-- Opening Marker --

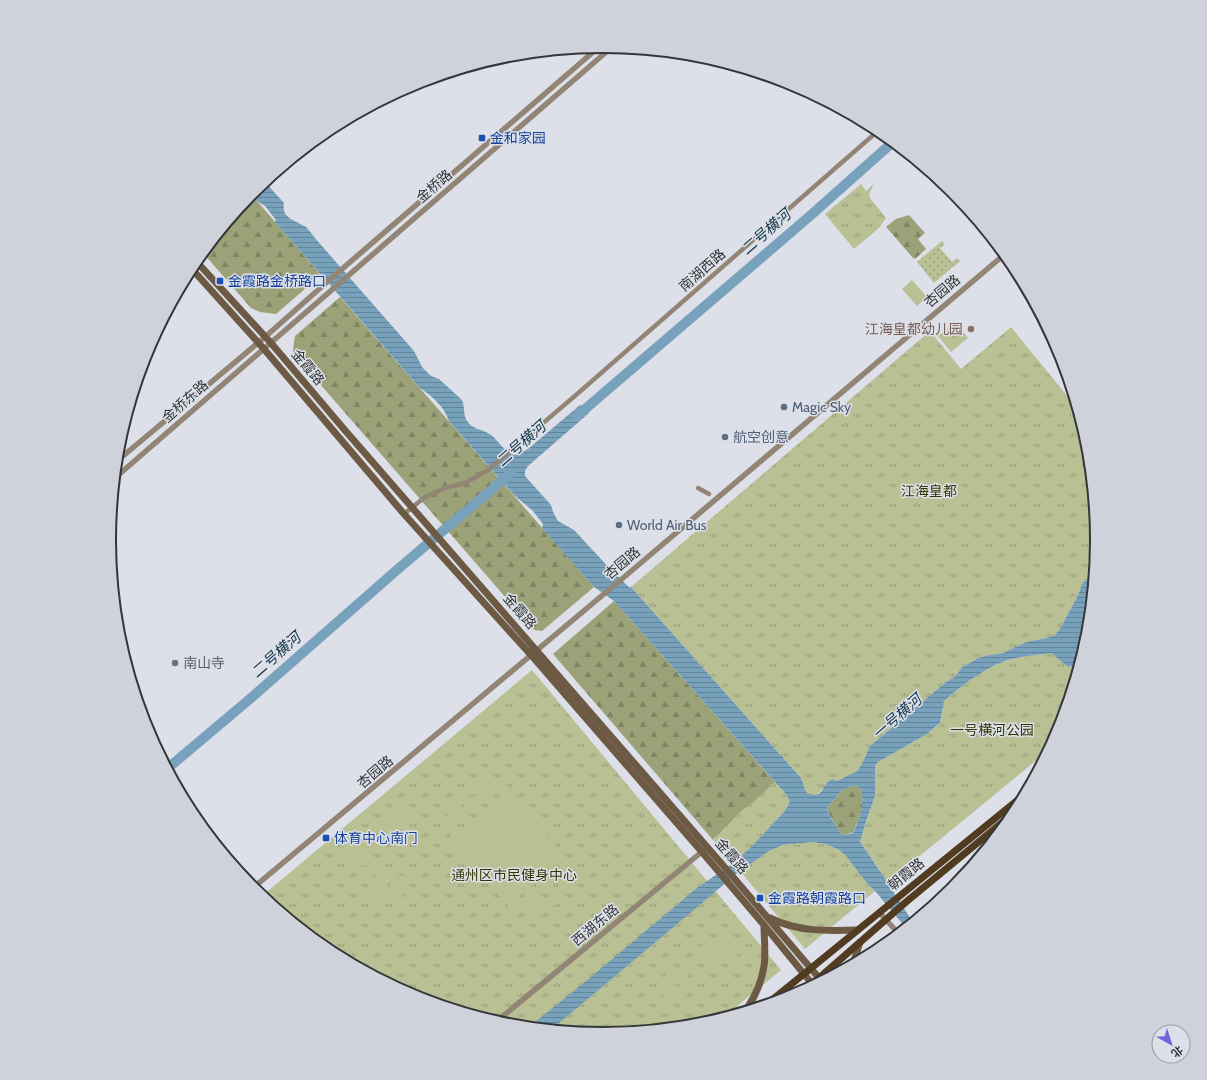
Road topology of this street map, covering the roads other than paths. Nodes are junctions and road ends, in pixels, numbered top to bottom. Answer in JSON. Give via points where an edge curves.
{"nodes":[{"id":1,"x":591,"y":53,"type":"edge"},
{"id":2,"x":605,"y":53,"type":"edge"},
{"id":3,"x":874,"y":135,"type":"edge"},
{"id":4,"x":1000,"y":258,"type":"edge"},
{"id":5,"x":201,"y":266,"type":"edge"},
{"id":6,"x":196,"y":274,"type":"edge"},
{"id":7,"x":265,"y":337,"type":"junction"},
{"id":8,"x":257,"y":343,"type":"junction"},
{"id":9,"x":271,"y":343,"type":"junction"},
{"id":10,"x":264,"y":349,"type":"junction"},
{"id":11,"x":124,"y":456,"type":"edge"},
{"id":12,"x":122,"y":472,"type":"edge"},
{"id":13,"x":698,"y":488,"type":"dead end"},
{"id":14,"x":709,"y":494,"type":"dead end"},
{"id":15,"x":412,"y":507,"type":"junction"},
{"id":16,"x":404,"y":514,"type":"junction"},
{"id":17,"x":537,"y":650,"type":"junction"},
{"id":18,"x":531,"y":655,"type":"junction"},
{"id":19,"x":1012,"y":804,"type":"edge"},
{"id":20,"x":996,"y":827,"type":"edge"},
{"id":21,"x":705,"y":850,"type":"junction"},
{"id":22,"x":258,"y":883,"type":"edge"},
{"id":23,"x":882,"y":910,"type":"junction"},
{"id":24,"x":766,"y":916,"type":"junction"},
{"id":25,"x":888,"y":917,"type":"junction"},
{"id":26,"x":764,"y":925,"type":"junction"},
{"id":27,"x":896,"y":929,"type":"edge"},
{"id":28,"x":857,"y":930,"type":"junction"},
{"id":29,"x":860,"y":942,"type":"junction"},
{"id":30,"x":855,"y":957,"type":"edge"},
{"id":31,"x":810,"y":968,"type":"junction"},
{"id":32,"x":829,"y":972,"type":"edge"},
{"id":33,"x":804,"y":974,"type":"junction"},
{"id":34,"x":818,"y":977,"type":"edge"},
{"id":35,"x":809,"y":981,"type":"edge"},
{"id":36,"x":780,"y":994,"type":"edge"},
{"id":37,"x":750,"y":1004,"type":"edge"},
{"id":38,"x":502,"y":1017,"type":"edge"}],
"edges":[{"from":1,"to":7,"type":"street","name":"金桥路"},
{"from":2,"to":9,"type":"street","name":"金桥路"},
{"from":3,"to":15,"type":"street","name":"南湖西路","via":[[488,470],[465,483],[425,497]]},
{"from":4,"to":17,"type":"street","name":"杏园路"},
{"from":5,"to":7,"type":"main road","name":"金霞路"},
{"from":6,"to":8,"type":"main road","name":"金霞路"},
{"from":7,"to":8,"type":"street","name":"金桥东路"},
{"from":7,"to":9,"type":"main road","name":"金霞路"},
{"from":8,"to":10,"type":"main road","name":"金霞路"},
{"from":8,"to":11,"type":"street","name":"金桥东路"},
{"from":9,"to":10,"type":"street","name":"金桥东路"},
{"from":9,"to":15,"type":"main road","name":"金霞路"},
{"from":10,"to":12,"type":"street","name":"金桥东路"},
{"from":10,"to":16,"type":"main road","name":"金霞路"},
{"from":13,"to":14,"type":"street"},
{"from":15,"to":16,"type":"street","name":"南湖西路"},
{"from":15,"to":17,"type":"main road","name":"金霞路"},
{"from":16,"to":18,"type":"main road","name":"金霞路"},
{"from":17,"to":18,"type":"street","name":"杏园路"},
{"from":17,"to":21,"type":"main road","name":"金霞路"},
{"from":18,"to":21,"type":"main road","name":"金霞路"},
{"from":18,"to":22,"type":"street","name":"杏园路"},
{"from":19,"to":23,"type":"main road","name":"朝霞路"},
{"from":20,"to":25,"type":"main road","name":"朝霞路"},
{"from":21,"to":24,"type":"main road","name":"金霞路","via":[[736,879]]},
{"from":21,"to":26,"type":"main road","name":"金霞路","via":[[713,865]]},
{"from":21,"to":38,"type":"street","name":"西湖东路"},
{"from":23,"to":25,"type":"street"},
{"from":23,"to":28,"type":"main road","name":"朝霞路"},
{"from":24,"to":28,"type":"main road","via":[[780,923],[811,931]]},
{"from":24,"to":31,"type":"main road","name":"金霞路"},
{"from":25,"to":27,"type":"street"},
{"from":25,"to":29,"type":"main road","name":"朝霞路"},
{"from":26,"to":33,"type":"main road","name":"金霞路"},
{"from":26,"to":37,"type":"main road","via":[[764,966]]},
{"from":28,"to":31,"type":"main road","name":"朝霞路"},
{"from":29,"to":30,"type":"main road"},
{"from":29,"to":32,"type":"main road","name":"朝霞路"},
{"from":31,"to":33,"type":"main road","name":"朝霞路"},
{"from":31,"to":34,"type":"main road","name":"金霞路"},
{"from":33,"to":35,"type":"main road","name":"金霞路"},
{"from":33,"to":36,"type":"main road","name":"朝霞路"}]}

-- Closing Marker --

### What to produce:
With the pictures omitted, the records above are to be repeated exactly.

### Solution for this task:
Road topology of this street map, covering the roads other than paths. Nodes are junctions and road ends, in pixels, numbered top to bottom. Answer in JSON. Give via points where an edge curves.
{"nodes":[{"id":1,"x":591,"y":53,"type":"edge"},
{"id":2,"x":605,"y":53,"type":"edge"},
{"id":3,"x":874,"y":135,"type":"edge"},
{"id":4,"x":1000,"y":258,"type":"edge"},
{"id":5,"x":201,"y":266,"type":"edge"},
{"id":6,"x":196,"y":274,"type":"edge"},
{"id":7,"x":265,"y":337,"type":"junction"},
{"id":8,"x":257,"y":343,"type":"junction"},
{"id":9,"x":271,"y":343,"type":"junction"},
{"id":10,"x":264,"y":349,"type":"junction"},
{"id":11,"x":124,"y":456,"type":"edge"},
{"id":12,"x":122,"y":472,"type":"edge"},
{"id":13,"x":698,"y":488,"type":"dead end"},
{"id":14,"x":709,"y":494,"type":"dead end"},
{"id":15,"x":412,"y":507,"type":"junction"},
{"id":16,"x":404,"y":514,"type":"junction"},
{"id":17,"x":537,"y":650,"type":"junction"},
{"id":18,"x":531,"y":655,"type":"junction"},
{"id":19,"x":1012,"y":804,"type":"edge"},
{"id":20,"x":996,"y":827,"type":"edge"},
{"id":21,"x":705,"y":850,"type":"junction"},
{"id":22,"x":258,"y":883,"type":"edge"},
{"id":23,"x":882,"y":910,"type":"junction"},
{"id":24,"x":766,"y":916,"type":"junction"},
{"id":25,"x":888,"y":917,"type":"junction"},
{"id":26,"x":764,"y":925,"type":"junction"},
{"id":27,"x":896,"y":929,"type":"edge"},
{"id":28,"x":857,"y":930,"type":"junction"},
{"id":29,"x":860,"y":942,"type":"junction"},
{"id":30,"x":855,"y":957,"type":"edge"},
{"id":31,"x":810,"y":968,"type":"junction"},
{"id":32,"x":829,"y":972,"type":"edge"},
{"id":33,"x":804,"y":974,"type":"junction"},
{"id":34,"x":818,"y":977,"type":"edge"},
{"id":35,"x":809,"y":981,"type":"edge"},
{"id":36,"x":780,"y":994,"type":"edge"},
{"id":37,"x":750,"y":1004,"type":"edge"},
{"id":38,"x":502,"y":1017,"type":"edge"}],
"edges":[{"from":1,"to":7,"type":"street","name":"金桥路"},
{"from":2,"to":9,"type":"street","name":"金桥路"},
{"from":3,"to":15,"type":"street","name":"南湖西路","via":[[488,470],[465,483],[425,497]]},
{"from":4,"to":17,"type":"street","name":"杏园路"},
{"from":5,"to":7,"type":"main road","name":"金霞路"},
{"from":6,"to":8,"type":"main road","name":"金霞路"},
{"from":7,"to":8,"type":"street","name":"金桥东路"},
{"from":7,"to":9,"type":"main road","name":"金霞路"},
{"from":8,"to":10,"type":"main road","name":"金霞路"},
{"from":8,"to":11,"type":"street","name":"金桥东路"},
{"from":9,"to":10,"type":"street","name":"金桥东路"},
{"from":9,"to":15,"type":"main road","name":"金霞路"},
{"from":10,"to":12,"type":"street","name":"金桥东路"},
{"from":10,"to":16,"type":"main road","name":"金霞路"},
{"from":13,"to":14,"type":"street"},
{"from":15,"to":16,"type":"street","name":"南湖西路"},
{"from":15,"to":17,"type":"main road","name":"金霞路"},
{"from":16,"to":18,"type":"main road","name":"金霞路"},
{"from":17,"to":18,"type":"street","name":"杏园路"},
{"from":17,"to":21,"type":"main road","name":"金霞路"},
{"from":18,"to":21,"type":"main road","name":"金霞路"},
{"from":18,"to":22,"type":"street","name":"杏园路"},
{"from":19,"to":23,"type":"main road","name":"朝霞路"},
{"from":20,"to":25,"type":"main road","name":"朝霞路"},
{"from":21,"to":24,"type":"main road","name":"金霞路","via":[[736,879]]},
{"from":21,"to":26,"type":"main road","name":"金霞路","via":[[713,865]]},
{"from":21,"to":38,"type":"street","name":"西湖东路"},
{"from":23,"to":25,"type":"street"},
{"from":23,"to":28,"type":"main road","name":"朝霞路"},
{"from":24,"to":28,"type":"main road","via":[[780,923],[811,931]]},
{"from":24,"to":31,"type":"main road","name":"金霞路"},
{"from":25,"to":27,"type":"street"},
{"from":25,"to":29,"type":"main road","name":"朝霞路"},
{"from":26,"to":33,"type":"main road","name":"金霞路"},
{"from":26,"to":37,"type":"main road","via":[[764,966]]},
{"from":28,"to":31,"type":"main road","name":"朝霞路"},
{"from":29,"to":30,"type":"main road"},
{"from":29,"to":32,"type":"main road","name":"朝霞路"},
{"from":31,"to":33,"type":"main road","name":"朝霞路"},
{"from":31,"to":34,"type":"main road","name":"金霞路"},
{"from":33,"to":35,"type":"main road","name":"金霞路"},
{"from":33,"to":36,"type":"main road","name":"朝霞路"}]}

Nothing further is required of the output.